Katrina Kennedy Cannon, an office manager who stole $210,000 from her employer, brought to her sentencing hearing 50 letters of support.

But, the prosecutor noted, none was written by her victim — widely regarded Scottish golf course architect David McLay Kidd.

“Just because she doesn’t have a criminal record doesn’t excuse her abuse of power and her abuse of trust,” said Deschutes County Deputy District Attorney Dan Reesor, asking the judge to sentence Cannon to three years in prison. “This company has suffered a great loss.”

Cannon pleaded no contest in May to two counts of aggravated first-degree identity theft, one of first-degree theft and one of criminal forfeiture. For her crimes, she was given two years by Deschutes Circuit Judge Walter Miller at an emotional hearing Tuesday that was packed with Cannon’s supporters.

They included former coworkers, fellow fast-pitch softball parents and coaches and her new boss, Rob ­Kelleher of KellCon construction, who hired Cannon after she was fired for embezzling.

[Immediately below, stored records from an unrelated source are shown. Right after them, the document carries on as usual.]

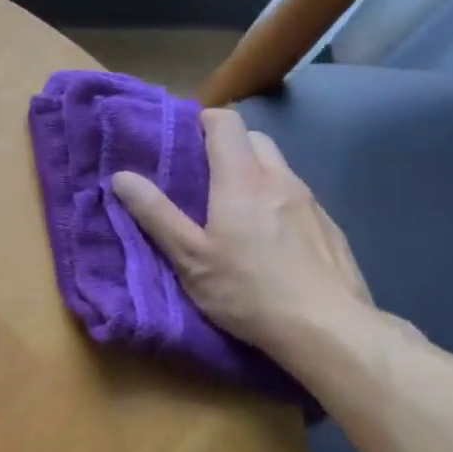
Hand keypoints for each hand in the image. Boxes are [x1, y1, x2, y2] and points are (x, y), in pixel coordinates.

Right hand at [111, 108, 373, 362]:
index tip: (183, 140)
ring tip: (232, 211)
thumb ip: (156, 214)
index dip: (204, 121)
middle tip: (202, 177)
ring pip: (279, 169)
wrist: (328, 329)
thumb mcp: (190, 257)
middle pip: (255, 139)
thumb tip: (122, 176)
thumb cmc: (247, 290)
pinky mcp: (330, 227)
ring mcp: (311, 202)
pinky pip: (297, 198)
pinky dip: (276, 202)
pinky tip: (269, 241)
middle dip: (228, 146)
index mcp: (242, 180)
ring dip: (254, 174)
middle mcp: (280, 179)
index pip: (226, 123)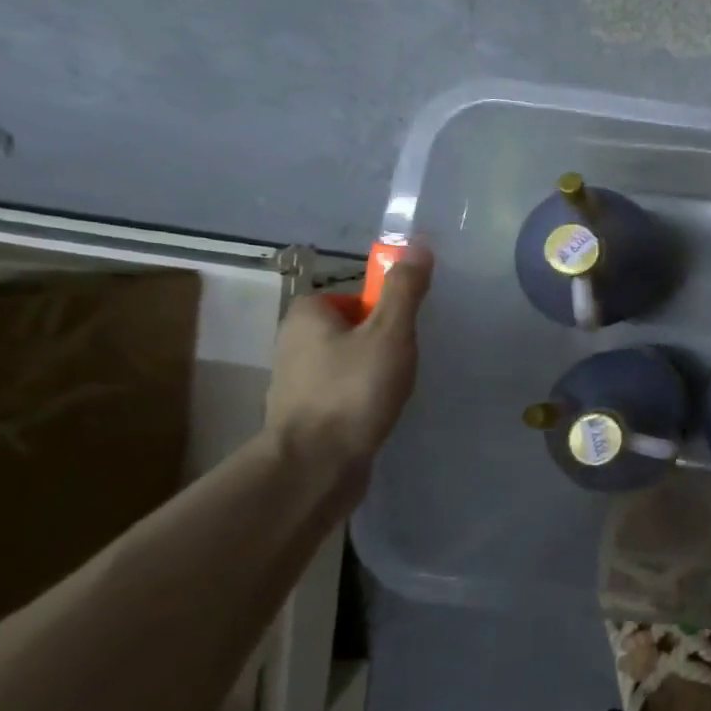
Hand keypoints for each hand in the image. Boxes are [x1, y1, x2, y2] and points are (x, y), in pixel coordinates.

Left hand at [264, 243, 434, 478]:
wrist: (315, 465)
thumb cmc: (353, 389)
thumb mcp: (390, 332)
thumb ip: (405, 290)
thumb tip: (417, 245)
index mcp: (306, 316)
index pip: (351, 296)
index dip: (382, 308)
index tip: (405, 328)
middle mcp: (293, 344)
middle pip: (351, 328)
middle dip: (381, 340)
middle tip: (408, 357)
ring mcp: (297, 383)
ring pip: (347, 362)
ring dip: (373, 371)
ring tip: (397, 388)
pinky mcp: (306, 415)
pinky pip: (343, 392)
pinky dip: (363, 397)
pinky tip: (381, 411)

Not present in the audience was Kidd, who was traveling out of the country and could not attend, according to Reesor. Kidd has an international reputation for golf course design and has worked at St. Andrews Links in Scotland. His firm, DMK Golf Design, is behind Tetherow golf course and Bandon Dunes on the Oregon Coast.

“I did speak with him yesterday, and he is in agreement that we proceed with sentencing today,” Reesor said.

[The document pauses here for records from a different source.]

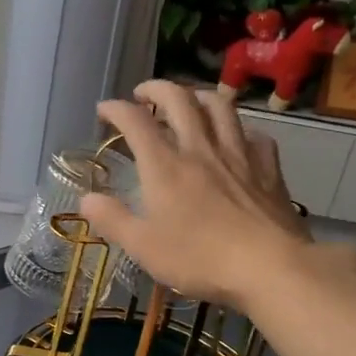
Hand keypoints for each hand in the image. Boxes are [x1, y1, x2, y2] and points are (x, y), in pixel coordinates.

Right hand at [80, 80, 315, 307]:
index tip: (104, 110)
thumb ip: (113, 220)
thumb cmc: (199, 258)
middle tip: (144, 94)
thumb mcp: (144, 247)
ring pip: (220, 107)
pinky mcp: (268, 169)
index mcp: (165, 166)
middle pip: (179, 99)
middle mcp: (200, 149)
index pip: (135, 121)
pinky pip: (254, 135)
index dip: (116, 109)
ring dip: (199, 95)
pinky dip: (240, 129)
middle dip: (157, 88)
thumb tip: (86, 199)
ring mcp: (239, 155)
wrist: (268, 267)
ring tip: (189, 101)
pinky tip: (237, 138)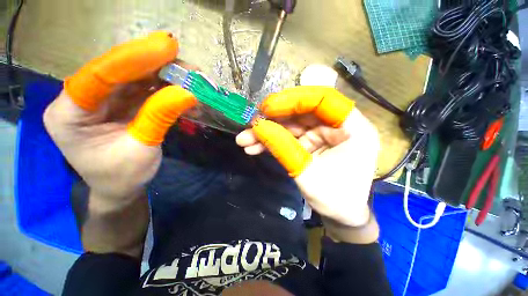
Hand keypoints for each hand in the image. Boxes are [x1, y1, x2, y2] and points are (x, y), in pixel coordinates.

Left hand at [44, 31, 196, 208]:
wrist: (120, 188)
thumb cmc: (122, 176)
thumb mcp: (142, 149)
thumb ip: (160, 117)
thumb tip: (187, 94)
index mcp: (69, 113)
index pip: (100, 75)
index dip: (134, 58)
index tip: (166, 46)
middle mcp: (82, 98)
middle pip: (118, 71)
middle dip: (153, 63)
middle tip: (183, 57)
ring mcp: (102, 99)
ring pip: (133, 77)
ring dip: (163, 74)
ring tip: (190, 73)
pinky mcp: (120, 103)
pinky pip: (143, 89)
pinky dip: (165, 87)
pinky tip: (183, 87)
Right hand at [236, 86, 379, 227]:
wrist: (341, 217)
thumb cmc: (335, 199)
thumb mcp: (307, 174)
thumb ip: (283, 148)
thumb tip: (258, 127)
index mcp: (353, 128)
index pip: (323, 99)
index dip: (294, 100)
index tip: (268, 108)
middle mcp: (338, 126)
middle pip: (302, 112)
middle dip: (274, 119)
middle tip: (251, 124)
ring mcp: (322, 135)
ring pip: (291, 125)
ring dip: (267, 132)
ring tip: (245, 140)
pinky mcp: (311, 143)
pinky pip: (289, 137)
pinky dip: (272, 142)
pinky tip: (254, 147)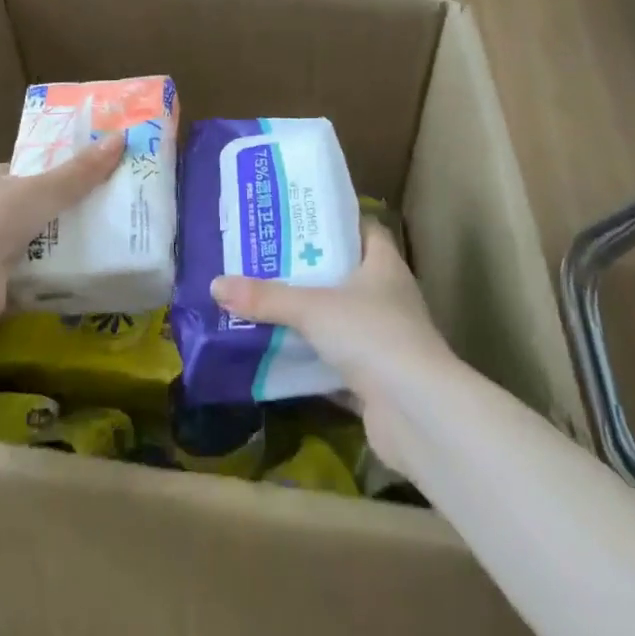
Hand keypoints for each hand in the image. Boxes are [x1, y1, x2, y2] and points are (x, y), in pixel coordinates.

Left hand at [0, 132, 124, 327]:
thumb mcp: (44, 189)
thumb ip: (80, 171)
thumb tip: (120, 139)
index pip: (25, 170)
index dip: (54, 171)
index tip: (87, 175)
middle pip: (30, 206)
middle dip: (59, 210)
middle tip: (101, 208)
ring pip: (30, 240)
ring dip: (56, 243)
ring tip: (100, 240)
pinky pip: (28, 272)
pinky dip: (49, 273)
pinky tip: (79, 272)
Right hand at [210, 220, 451, 472]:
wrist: (418, 415)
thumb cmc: (372, 336)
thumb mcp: (313, 308)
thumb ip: (266, 297)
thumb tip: (216, 285)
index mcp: (384, 265)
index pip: (364, 230)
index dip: (335, 222)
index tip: (299, 219)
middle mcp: (389, 298)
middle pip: (347, 275)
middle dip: (311, 271)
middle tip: (268, 260)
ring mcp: (386, 342)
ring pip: (341, 321)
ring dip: (311, 319)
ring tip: (265, 305)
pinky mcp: (377, 382)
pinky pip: (337, 364)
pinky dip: (312, 363)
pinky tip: (278, 358)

Kidd hired Cannon to work for his firm in 2015 and quickly entrusted her with a key role in the company, according to Cannon’s attorney, ­Casey Baxter. Without a formal degree, she taught herself the principles of accounting on the job.

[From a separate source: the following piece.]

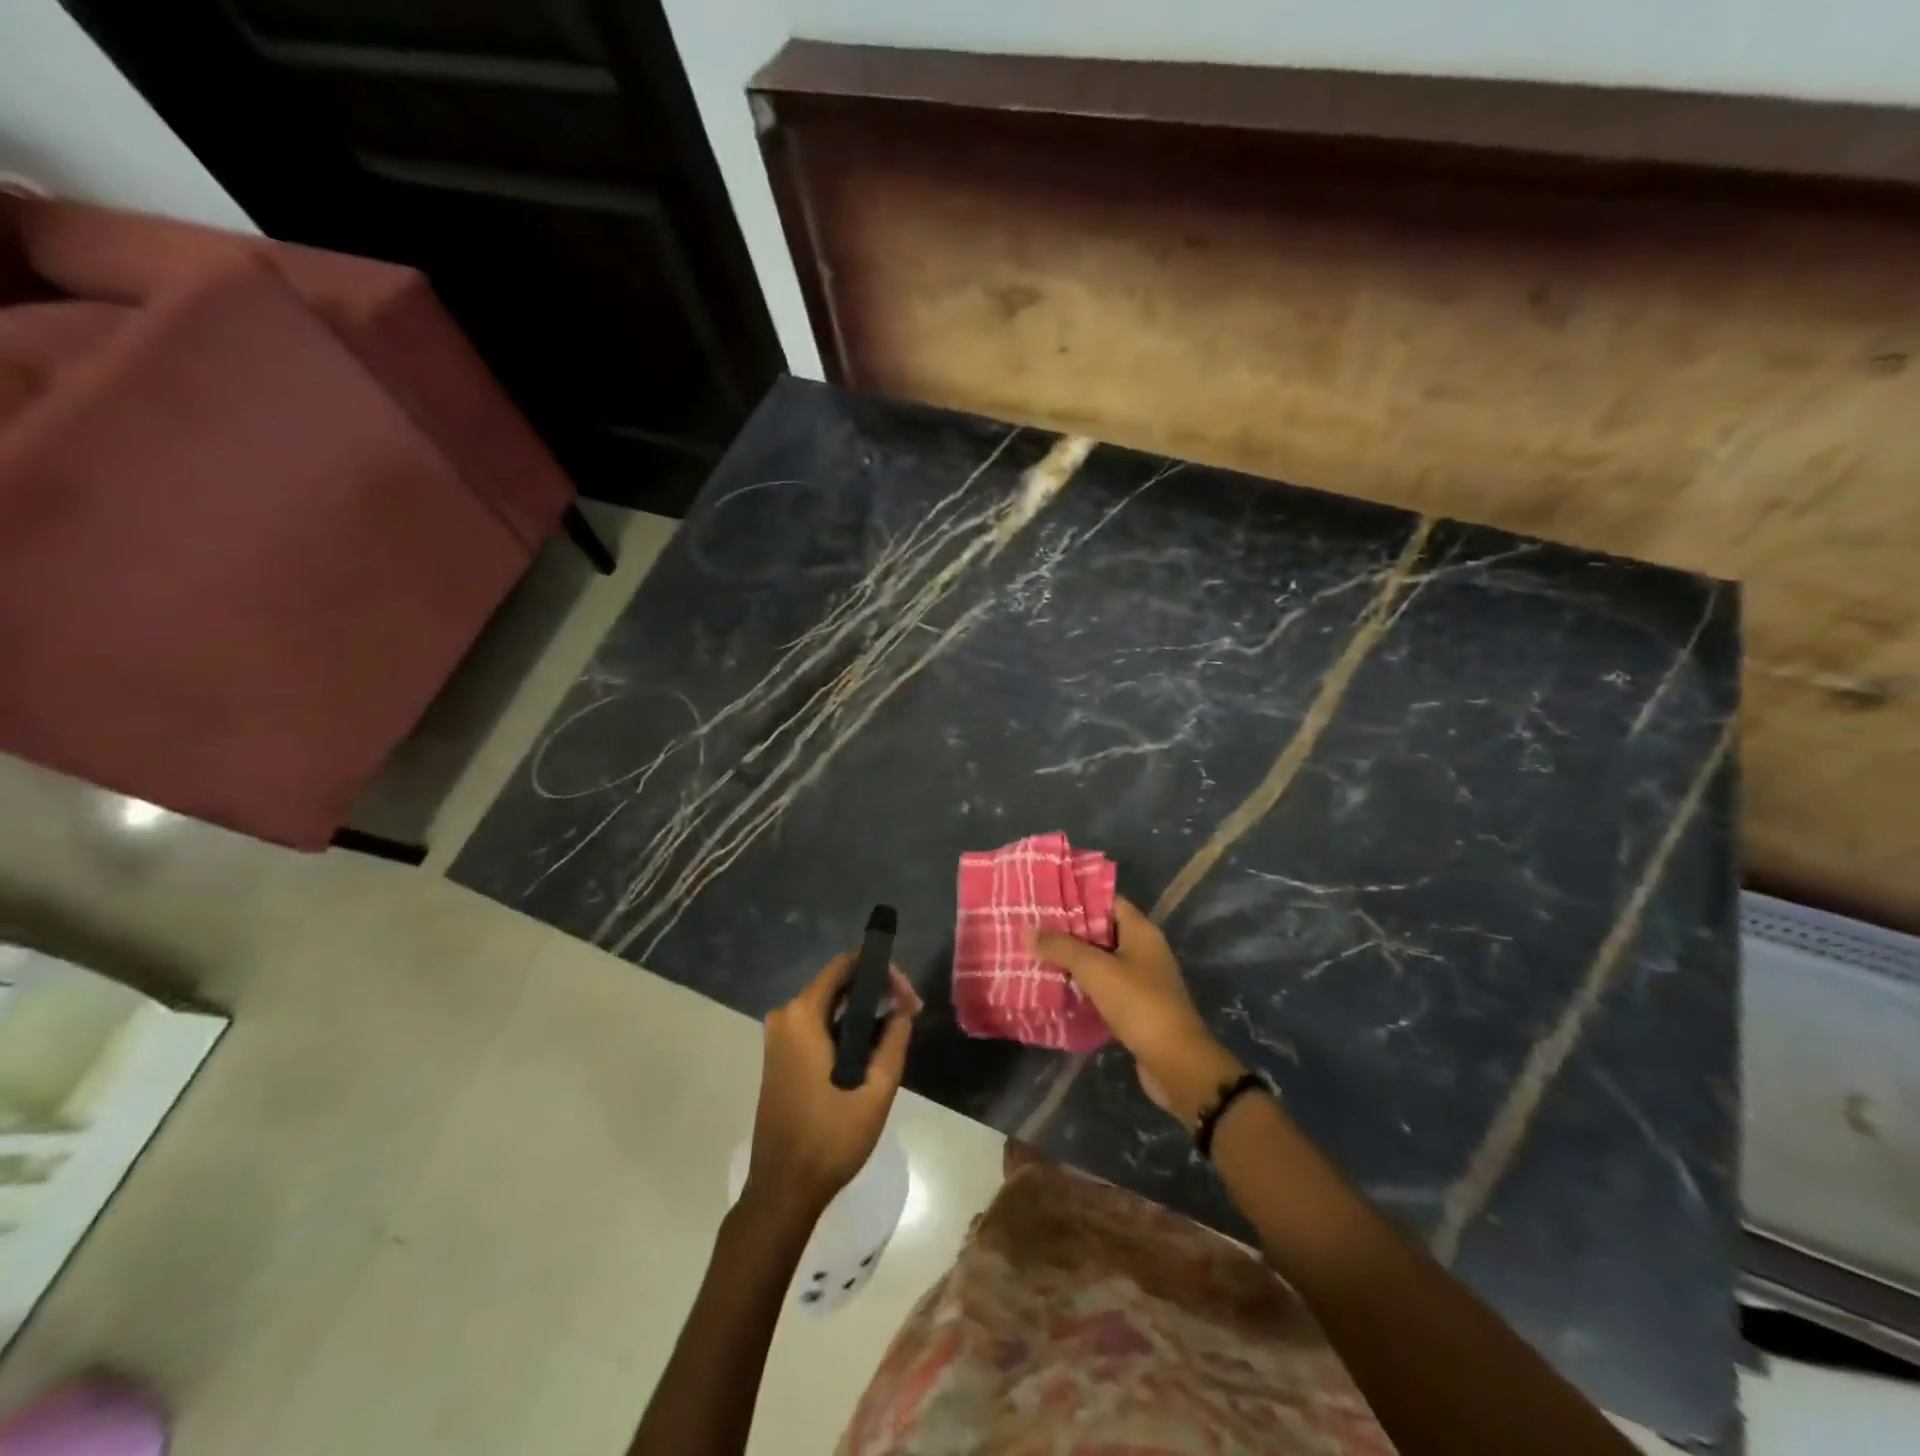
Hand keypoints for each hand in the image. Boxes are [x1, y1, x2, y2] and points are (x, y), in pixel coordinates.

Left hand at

After Kidd discovered the embezzlement in 2018, he fired Cannon and hired an outside accountant to comb DMK’s books. The Deschutes County District Attorney’s Office ultimately charged Cannon with 16 criminal counts.

She stole by multiple means, most commonly, payroll theft.

“Much of it was facilitated essentially by Ms. Cannon paying herself more on each paycheck, and paying herself paychecks she wasn’t entitled to.”

She made many unauthorized reimbursements using the company credit card — for items like makeup and services like the Earth2o bottled water delivery. In some instances, she attempted to conceal her activities through debit cards purchased through the Green Dot Corp.

Reesor asked the judge to not put too much weight in Cannon’s lack of criminal record. Were she to be sentenced to the requested three years, Reesor said, she would still be eligible for a prison program through the Department of Corrections that could potentially release her after a year and a half.

“You’re going to hear she’s nonviolent, that she has no criminal record,” Reesor told the judge. “But she is getting a break from the get-go because of the way the DOC is set up.”

Baxter, Cannon’s attorney, argued for a downward departure in sentencing based on her lack of a prior criminal record and her many personal references.

He asked the judge for 60 days in jail — no prison.

“Being handcuffed, being led away from your family and told where to go and what do,” Baxter said. “Sixty days in the county jail is not easy time.”

No contest pleas are different from guilty pleas in that when defendants plead no contest, they agree that the state could prove its charges at trial, but they don’t admit guilt.

Baxter took a number of shots at Kidd and DMK, which, had the case gone to trial, he likely would have used to weaken Kidd’s testimony.

“There were many potentially very unethical business practices,” Baxter said. “My client might not want me to state this, but I feel it is important for the court to hear it.”

Baxter alleged Kidd concealed money from the U.S. government in a bank in ­Belize. He claimed Kidd fraudulently signed Kidd’s father’s name on government paperwork and committed insurance fraud on a golf course project in California.

Cannon has a husband, son and daughter. While awaiting trial, she was unable to attend her son’s college graduation and witness him become the first person in their family to earn a bachelor’s degree.

Cannon herself addressed the court, in a soft, deliberate voice.

“I didn’t do everything correct the way I should have, but I never intended to do any harm,” she said. “I always worked hard for the company and tried to set that example for my kids. … I do want to make it right. I do not agree with everything that was said about me. I just apologize to my family and everybody around me for having to go through this.”

Miller said “it’s not every day” a felony defendant comes to court with 50 letters of support.

“Certainly the court notices that,” he said. “But I have not heard substantial and compelling reasons to depart from the sentence.”

Rather than immediately taking Cannon into custody, Miller gave her until 7 p.m. Tuesday to turn herself in to the Deschutes County jail to begin being processed into the state prison system.

Following the hearing, she kissed her husband and hugged a line of supporters in the courthouse lobby.